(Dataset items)
Start of Block
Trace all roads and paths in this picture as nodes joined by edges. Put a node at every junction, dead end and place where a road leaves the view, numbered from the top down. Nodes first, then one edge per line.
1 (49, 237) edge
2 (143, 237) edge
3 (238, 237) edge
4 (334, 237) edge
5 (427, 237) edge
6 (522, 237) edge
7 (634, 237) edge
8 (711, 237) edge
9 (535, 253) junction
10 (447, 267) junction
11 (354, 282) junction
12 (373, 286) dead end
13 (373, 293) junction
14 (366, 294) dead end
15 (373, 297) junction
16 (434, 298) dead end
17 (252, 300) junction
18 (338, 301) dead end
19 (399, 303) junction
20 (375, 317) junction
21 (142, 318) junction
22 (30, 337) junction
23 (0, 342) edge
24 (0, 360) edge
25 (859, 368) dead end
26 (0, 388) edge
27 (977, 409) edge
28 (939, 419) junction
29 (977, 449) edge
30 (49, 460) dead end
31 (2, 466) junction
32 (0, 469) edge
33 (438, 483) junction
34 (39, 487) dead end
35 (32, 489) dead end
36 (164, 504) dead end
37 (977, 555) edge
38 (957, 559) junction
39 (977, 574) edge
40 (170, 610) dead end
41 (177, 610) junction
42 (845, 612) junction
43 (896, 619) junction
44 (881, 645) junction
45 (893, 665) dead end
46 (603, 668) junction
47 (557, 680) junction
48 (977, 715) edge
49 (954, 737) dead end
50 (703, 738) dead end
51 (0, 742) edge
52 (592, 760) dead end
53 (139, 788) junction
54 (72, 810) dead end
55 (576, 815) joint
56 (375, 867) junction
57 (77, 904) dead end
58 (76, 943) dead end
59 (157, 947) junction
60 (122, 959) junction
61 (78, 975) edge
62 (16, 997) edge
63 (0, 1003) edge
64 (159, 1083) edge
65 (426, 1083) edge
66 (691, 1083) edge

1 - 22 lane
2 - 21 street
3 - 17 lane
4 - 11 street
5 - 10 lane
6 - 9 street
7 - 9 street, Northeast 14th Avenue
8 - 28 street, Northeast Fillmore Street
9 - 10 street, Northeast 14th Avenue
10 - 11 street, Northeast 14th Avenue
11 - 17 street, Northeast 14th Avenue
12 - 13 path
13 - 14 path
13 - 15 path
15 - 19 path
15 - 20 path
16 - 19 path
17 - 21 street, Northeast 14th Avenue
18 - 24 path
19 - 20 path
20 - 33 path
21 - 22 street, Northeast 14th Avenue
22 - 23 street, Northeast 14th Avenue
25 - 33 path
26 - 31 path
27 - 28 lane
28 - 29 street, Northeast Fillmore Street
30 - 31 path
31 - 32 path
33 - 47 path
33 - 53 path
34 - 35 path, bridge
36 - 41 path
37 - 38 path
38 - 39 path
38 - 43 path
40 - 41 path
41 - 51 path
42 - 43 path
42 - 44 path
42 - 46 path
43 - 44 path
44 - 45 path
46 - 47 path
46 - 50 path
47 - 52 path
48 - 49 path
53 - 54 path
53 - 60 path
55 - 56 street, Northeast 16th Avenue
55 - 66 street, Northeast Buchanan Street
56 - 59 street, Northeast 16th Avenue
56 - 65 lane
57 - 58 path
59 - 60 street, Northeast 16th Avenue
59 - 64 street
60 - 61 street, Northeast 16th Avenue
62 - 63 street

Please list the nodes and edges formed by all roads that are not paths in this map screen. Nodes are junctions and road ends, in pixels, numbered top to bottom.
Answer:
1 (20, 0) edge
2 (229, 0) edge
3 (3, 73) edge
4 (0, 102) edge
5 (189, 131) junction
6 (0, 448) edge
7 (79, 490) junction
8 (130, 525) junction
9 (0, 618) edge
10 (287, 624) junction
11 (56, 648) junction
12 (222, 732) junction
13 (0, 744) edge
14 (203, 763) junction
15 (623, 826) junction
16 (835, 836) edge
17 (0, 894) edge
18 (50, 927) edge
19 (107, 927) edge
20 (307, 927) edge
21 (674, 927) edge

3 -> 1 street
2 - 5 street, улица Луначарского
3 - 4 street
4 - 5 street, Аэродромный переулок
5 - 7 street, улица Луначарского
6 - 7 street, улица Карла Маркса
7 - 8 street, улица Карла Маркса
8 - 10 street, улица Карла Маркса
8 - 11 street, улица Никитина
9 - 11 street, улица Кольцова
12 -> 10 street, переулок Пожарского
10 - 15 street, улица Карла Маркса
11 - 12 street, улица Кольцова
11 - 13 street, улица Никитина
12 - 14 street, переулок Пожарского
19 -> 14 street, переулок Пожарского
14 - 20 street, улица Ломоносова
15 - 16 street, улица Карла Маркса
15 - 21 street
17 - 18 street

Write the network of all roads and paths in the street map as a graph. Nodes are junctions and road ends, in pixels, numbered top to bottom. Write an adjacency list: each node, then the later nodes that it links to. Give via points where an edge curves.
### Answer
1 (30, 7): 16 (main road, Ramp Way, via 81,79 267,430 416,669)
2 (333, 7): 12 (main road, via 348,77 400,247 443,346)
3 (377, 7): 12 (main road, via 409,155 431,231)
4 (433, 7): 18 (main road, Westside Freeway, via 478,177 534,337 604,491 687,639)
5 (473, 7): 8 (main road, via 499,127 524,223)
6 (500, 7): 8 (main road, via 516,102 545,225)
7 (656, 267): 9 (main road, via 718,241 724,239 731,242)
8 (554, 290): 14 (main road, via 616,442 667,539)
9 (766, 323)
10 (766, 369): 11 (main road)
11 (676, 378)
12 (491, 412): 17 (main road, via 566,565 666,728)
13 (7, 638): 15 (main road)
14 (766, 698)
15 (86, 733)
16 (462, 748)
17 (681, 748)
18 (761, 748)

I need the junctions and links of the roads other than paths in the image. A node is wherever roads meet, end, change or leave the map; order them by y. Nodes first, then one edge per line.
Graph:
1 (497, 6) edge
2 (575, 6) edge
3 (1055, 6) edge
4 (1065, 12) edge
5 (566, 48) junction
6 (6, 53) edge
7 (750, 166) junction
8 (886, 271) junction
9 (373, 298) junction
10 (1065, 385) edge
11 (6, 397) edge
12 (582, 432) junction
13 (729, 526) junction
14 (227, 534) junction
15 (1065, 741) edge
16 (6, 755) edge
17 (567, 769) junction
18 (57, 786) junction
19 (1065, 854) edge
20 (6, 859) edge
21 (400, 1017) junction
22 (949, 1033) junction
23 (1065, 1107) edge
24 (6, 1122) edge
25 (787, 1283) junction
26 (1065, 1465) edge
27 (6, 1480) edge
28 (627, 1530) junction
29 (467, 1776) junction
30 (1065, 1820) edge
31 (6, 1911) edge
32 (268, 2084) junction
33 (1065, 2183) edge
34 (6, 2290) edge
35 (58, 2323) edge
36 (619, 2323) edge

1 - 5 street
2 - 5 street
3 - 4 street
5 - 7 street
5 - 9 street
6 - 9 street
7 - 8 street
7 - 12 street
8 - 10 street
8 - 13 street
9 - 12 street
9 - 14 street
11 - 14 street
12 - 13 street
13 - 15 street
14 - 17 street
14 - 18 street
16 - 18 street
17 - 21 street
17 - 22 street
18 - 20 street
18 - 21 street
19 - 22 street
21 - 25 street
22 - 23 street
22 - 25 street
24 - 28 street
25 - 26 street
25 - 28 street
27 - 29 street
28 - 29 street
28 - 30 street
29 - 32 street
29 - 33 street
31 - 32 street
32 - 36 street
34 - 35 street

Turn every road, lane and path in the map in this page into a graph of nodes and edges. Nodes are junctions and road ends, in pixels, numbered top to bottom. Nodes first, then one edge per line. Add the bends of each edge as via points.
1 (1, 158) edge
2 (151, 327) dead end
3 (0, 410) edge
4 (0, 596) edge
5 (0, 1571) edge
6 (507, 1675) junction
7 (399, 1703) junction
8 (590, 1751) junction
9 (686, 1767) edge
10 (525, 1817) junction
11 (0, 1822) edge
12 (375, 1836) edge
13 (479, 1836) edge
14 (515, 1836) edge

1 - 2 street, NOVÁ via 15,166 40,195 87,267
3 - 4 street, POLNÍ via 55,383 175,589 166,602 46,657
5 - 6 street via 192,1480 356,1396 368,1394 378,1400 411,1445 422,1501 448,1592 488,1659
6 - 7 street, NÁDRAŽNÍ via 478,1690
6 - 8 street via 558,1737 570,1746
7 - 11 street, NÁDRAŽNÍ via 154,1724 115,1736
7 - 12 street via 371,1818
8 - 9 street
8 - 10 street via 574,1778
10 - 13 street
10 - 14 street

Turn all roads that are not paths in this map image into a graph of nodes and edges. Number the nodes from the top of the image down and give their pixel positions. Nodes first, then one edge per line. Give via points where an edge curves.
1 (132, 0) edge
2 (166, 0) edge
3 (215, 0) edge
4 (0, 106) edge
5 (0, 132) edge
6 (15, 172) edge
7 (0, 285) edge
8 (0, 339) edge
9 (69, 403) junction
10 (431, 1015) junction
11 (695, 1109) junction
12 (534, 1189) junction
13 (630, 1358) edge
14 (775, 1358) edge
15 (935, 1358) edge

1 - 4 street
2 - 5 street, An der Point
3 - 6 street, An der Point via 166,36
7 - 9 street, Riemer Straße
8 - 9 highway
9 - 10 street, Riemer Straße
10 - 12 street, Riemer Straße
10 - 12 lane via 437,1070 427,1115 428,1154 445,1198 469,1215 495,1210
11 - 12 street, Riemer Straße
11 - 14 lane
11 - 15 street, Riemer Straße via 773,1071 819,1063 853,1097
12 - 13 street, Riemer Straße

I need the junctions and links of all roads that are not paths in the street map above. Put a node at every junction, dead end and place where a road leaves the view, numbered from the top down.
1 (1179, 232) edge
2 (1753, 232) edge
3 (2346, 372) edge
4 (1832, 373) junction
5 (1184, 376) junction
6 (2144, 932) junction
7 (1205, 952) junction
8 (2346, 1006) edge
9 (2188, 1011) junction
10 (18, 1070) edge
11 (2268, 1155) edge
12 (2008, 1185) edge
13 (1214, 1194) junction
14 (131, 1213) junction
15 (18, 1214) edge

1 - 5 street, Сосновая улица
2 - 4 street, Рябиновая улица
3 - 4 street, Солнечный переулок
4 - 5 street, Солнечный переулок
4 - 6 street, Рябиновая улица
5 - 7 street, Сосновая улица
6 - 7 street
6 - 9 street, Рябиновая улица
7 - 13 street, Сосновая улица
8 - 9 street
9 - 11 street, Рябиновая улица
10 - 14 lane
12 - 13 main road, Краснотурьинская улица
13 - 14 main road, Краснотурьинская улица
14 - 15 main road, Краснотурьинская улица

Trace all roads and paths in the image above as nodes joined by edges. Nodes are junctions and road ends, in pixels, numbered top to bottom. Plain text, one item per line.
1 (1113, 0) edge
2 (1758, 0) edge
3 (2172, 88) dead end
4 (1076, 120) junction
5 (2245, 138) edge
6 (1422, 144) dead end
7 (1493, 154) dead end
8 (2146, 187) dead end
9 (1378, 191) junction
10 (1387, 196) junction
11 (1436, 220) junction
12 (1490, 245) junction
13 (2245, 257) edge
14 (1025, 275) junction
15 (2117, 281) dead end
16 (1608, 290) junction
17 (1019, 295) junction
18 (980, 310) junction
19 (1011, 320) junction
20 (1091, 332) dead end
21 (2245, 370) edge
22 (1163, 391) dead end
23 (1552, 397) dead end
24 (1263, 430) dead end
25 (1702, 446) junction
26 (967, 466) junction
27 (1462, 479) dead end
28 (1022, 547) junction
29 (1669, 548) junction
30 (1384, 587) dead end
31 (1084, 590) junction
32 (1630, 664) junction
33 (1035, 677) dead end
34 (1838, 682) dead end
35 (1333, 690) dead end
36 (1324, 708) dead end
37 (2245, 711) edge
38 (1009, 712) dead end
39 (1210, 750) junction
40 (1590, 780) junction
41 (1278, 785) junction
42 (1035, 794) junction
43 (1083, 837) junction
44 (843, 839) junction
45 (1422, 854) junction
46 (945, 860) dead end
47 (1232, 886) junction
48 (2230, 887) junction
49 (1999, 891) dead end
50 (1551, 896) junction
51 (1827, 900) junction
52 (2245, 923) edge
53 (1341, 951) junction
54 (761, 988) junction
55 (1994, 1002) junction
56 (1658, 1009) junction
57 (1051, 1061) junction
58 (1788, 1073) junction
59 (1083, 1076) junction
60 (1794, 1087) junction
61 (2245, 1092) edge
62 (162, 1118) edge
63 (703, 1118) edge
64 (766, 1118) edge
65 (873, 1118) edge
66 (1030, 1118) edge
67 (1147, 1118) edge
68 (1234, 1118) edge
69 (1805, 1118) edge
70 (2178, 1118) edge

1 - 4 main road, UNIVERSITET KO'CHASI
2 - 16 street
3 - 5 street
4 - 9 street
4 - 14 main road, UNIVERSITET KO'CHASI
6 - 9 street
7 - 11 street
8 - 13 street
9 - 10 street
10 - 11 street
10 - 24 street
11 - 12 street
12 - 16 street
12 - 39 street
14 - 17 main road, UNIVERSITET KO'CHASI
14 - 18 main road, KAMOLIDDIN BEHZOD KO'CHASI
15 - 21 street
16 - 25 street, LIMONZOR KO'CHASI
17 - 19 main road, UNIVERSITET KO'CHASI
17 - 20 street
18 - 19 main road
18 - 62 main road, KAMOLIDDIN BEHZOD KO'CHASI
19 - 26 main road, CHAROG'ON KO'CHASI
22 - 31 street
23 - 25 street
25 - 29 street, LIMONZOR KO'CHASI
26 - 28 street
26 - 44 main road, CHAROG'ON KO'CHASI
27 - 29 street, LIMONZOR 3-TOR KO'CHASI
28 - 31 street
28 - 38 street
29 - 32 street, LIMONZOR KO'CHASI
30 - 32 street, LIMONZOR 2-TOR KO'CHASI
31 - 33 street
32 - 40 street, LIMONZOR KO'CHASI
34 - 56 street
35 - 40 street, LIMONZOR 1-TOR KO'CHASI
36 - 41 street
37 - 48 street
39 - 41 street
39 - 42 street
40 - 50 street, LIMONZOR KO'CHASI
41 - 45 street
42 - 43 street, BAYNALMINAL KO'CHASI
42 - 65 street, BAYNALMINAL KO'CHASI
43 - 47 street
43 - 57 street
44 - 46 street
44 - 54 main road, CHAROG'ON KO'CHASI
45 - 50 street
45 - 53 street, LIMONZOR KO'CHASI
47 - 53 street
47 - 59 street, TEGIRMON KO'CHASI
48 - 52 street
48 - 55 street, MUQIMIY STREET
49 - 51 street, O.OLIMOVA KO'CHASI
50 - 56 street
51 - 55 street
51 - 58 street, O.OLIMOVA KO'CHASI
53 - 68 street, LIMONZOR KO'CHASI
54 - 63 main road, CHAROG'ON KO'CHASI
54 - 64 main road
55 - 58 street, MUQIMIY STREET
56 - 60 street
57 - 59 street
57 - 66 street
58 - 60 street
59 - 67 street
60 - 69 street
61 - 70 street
End of Block
**Directions**
If a line in the records above includes the string "NÁDRAŽNÍ", copy it.

**Result for this exercise**
6 - 7 street, NÁDRAŽNÍ via 478,1690
7 - 11 street, NÁDRAŽNÍ via 154,1724 115,1736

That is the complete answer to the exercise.